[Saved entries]
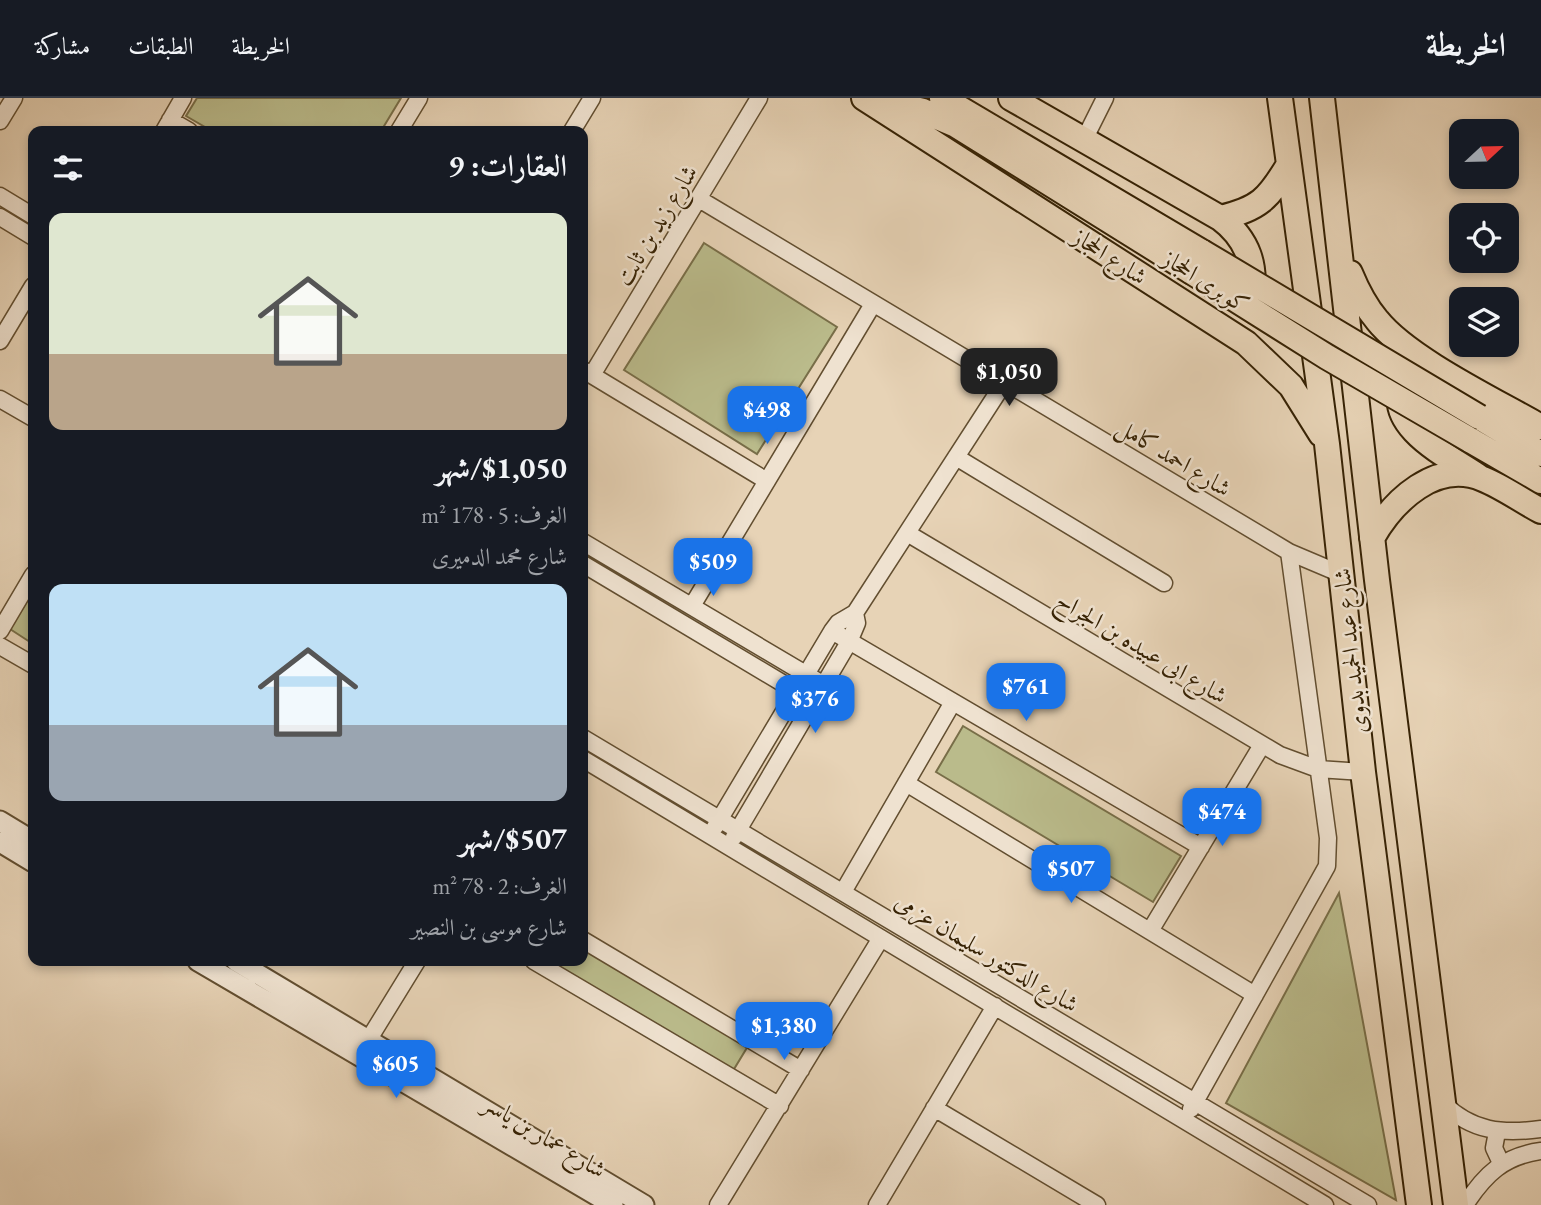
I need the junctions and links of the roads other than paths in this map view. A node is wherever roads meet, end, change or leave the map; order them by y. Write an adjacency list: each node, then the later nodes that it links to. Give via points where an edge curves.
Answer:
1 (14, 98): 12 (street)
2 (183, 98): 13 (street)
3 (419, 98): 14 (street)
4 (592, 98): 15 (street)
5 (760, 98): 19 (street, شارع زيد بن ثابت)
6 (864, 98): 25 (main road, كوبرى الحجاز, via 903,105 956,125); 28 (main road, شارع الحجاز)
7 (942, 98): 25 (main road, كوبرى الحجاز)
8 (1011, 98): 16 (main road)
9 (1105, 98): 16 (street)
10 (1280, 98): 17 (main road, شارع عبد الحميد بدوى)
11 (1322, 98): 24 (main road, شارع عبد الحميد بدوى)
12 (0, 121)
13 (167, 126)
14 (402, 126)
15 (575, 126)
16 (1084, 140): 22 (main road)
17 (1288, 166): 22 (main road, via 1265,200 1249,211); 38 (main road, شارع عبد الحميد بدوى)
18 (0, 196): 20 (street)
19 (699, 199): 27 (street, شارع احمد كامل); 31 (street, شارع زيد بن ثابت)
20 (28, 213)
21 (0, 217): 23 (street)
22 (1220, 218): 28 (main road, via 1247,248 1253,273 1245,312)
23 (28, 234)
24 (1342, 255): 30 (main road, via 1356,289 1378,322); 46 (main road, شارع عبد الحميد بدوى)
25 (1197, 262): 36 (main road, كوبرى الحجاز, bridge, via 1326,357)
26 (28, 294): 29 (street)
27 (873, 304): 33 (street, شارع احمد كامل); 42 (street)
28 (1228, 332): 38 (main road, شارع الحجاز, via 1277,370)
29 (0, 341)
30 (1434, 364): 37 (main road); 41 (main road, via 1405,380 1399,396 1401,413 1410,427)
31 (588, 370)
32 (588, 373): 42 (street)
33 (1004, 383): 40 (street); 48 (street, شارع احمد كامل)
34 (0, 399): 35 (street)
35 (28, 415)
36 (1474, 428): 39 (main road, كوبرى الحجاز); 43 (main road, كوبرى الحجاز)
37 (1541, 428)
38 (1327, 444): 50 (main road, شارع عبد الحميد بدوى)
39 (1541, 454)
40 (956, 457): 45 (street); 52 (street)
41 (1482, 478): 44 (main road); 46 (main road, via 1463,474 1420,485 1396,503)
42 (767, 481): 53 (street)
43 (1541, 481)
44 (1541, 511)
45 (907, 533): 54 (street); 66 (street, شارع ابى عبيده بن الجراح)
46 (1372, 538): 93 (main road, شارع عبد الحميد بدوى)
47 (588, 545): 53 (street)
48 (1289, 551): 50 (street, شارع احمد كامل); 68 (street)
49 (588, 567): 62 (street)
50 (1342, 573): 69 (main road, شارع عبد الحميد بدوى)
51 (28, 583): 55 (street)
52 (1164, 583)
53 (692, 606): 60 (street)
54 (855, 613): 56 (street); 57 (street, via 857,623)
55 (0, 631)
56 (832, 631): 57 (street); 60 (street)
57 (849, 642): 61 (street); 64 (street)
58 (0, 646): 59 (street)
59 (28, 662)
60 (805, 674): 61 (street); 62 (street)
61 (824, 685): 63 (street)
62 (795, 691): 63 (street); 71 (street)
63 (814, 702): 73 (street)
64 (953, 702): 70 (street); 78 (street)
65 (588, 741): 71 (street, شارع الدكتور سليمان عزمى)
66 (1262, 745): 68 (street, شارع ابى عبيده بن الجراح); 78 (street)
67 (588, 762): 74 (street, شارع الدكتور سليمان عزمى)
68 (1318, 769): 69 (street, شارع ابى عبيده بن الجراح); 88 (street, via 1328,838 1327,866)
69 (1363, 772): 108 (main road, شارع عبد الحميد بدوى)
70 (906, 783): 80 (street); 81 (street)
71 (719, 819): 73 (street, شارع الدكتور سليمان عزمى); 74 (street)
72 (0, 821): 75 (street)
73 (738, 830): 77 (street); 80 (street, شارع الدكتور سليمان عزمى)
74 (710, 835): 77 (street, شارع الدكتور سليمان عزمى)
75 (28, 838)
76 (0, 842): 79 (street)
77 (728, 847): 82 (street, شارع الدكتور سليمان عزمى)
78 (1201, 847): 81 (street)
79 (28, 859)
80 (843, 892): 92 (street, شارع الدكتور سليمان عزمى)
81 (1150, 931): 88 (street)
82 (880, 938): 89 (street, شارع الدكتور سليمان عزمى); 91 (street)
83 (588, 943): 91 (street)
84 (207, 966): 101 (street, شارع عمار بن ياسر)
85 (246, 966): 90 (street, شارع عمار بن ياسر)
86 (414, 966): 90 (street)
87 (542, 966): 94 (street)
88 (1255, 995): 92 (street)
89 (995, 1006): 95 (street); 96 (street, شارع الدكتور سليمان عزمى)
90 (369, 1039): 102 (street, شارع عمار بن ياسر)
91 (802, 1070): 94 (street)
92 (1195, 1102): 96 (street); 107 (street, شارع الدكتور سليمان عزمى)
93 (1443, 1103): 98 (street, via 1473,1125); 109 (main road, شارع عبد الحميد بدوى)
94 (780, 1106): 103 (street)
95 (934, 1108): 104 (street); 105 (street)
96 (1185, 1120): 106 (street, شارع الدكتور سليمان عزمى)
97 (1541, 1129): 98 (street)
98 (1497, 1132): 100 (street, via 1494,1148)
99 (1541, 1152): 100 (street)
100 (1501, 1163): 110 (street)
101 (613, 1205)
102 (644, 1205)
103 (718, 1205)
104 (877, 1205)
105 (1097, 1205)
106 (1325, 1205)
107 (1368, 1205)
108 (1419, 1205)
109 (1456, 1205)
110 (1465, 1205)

Exercise requirements:
Please reproduce the entries above exactly, omitting every picture.

Written answer:
I need the junctions and links of the roads other than paths in this map view. A node is wherever roads meet, end, change or leave the map; order them by y. Write an adjacency list: each node, then the later nodes that it links to. Give via points where an edge curves.
Answer:
1 (14, 98): 12 (street)
2 (183, 98): 13 (street)
3 (419, 98): 14 (street)
4 (592, 98): 15 (street)
5 (760, 98): 19 (street, شارع زيد بن ثابت)
6 (864, 98): 25 (main road, كوبرى الحجاز, via 903,105 956,125); 28 (main road, شارع الحجاز)
7 (942, 98): 25 (main road, كوبرى الحجاز)
8 (1011, 98): 16 (main road)
9 (1105, 98): 16 (street)
10 (1280, 98): 17 (main road, شارع عبد الحميد بدوى)
11 (1322, 98): 24 (main road, شارع عبد الحميد بدوى)
12 (0, 121)
13 (167, 126)
14 (402, 126)
15 (575, 126)
16 (1084, 140): 22 (main road)
17 (1288, 166): 22 (main road, via 1265,200 1249,211); 38 (main road, شارع عبد الحميد بدوى)
18 (0, 196): 20 (street)
19 (699, 199): 27 (street, شارع احمد كامل); 31 (street, شارع زيد بن ثابت)
20 (28, 213)
21 (0, 217): 23 (street)
22 (1220, 218): 28 (main road, via 1247,248 1253,273 1245,312)
23 (28, 234)
24 (1342, 255): 30 (main road, via 1356,289 1378,322); 46 (main road, شارع عبد الحميد بدوى)
25 (1197, 262): 36 (main road, كوبرى الحجاز, bridge, via 1326,357)
26 (28, 294): 29 (street)
27 (873, 304): 33 (street, شارع احمد كامل); 42 (street)
28 (1228, 332): 38 (main road, شارع الحجاز, via 1277,370)
29 (0, 341)
30 (1434, 364): 37 (main road); 41 (main road, via 1405,380 1399,396 1401,413 1410,427)
31 (588, 370)
32 (588, 373): 42 (street)
33 (1004, 383): 40 (street); 48 (street, شارع احمد كامل)
34 (0, 399): 35 (street)
35 (28, 415)
36 (1474, 428): 39 (main road, كوبرى الحجاز); 43 (main road, كوبرى الحجاز)
37 (1541, 428)
38 (1327, 444): 50 (main road, شارع عبد الحميد بدوى)
39 (1541, 454)
40 (956, 457): 45 (street); 52 (street)
41 (1482, 478): 44 (main road); 46 (main road, via 1463,474 1420,485 1396,503)
42 (767, 481): 53 (street)
43 (1541, 481)
44 (1541, 511)
45 (907, 533): 54 (street); 66 (street, شارع ابى عبيده بن الجراح)
46 (1372, 538): 93 (main road, شارع عبد الحميد بدوى)
47 (588, 545): 53 (street)
48 (1289, 551): 50 (street, شارع احمد كامل); 68 (street)
49 (588, 567): 62 (street)
50 (1342, 573): 69 (main road, شارع عبد الحميد بدوى)
51 (28, 583): 55 (street)
52 (1164, 583)
53 (692, 606): 60 (street)
54 (855, 613): 56 (street); 57 (street, via 857,623)
55 (0, 631)
56 (832, 631): 57 (street); 60 (street)
57 (849, 642): 61 (street); 64 (street)
58 (0, 646): 59 (street)
59 (28, 662)
60 (805, 674): 61 (street); 62 (street)
61 (824, 685): 63 (street)
62 (795, 691): 63 (street); 71 (street)
63 (814, 702): 73 (street)
64 (953, 702): 70 (street); 78 (street)
65 (588, 741): 71 (street, شارع الدكتور سليمان عزمى)
66 (1262, 745): 68 (street, شارع ابى عبيده بن الجراح); 78 (street)
67 (588, 762): 74 (street, شارع الدكتور سليمان عزمى)
68 (1318, 769): 69 (street, شارع ابى عبيده بن الجراح); 88 (street, via 1328,838 1327,866)
69 (1363, 772): 108 (main road, شارع عبد الحميد بدوى)
70 (906, 783): 80 (street); 81 (street)
71 (719, 819): 73 (street, شارع الدكتور سليمان عزمى); 74 (street)
72 (0, 821): 75 (street)
73 (738, 830): 77 (street); 80 (street, شارع الدكتور سليمان عزمى)
74 (710, 835): 77 (street, شارع الدكتور سليمان عزمى)
75 (28, 838)
76 (0, 842): 79 (street)
77 (728, 847): 82 (street, شارع الدكتور سليمان عزمى)
78 (1201, 847): 81 (street)
79 (28, 859)
80 (843, 892): 92 (street, شارع الدكتور سليمان عزمى)
81 (1150, 931): 88 (street)
82 (880, 938): 89 (street, شارع الدكتور سليمان عزمى); 91 (street)
83 (588, 943): 91 (street)
84 (207, 966): 101 (street, شارع عمار بن ياسر)
85 (246, 966): 90 (street, شارع عمار بن ياسر)
86 (414, 966): 90 (street)
87 (542, 966): 94 (street)
88 (1255, 995): 92 (street)
89 (995, 1006): 95 (street); 96 (street, شارع الدكتور سليمان عزمى)
90 (369, 1039): 102 (street, شارع عمار بن ياسر)
91 (802, 1070): 94 (street)
92 (1195, 1102): 96 (street); 107 (street, شارع الدكتور سليمان عزمى)
93 (1443, 1103): 98 (street, via 1473,1125); 109 (main road, شارع عبد الحميد بدوى)
94 (780, 1106): 103 (street)
95 (934, 1108): 104 (street); 105 (street)
96 (1185, 1120): 106 (street, شارع الدكتور سليمان عزمى)
97 (1541, 1129): 98 (street)
98 (1497, 1132): 100 (street, via 1494,1148)
99 (1541, 1152): 100 (street)
100 (1501, 1163): 110 (street)
101 (613, 1205)
102 (644, 1205)
103 (718, 1205)
104 (877, 1205)
105 (1097, 1205)
106 (1325, 1205)
107 (1368, 1205)
108 (1419, 1205)
109 (1456, 1205)
110 (1465, 1205)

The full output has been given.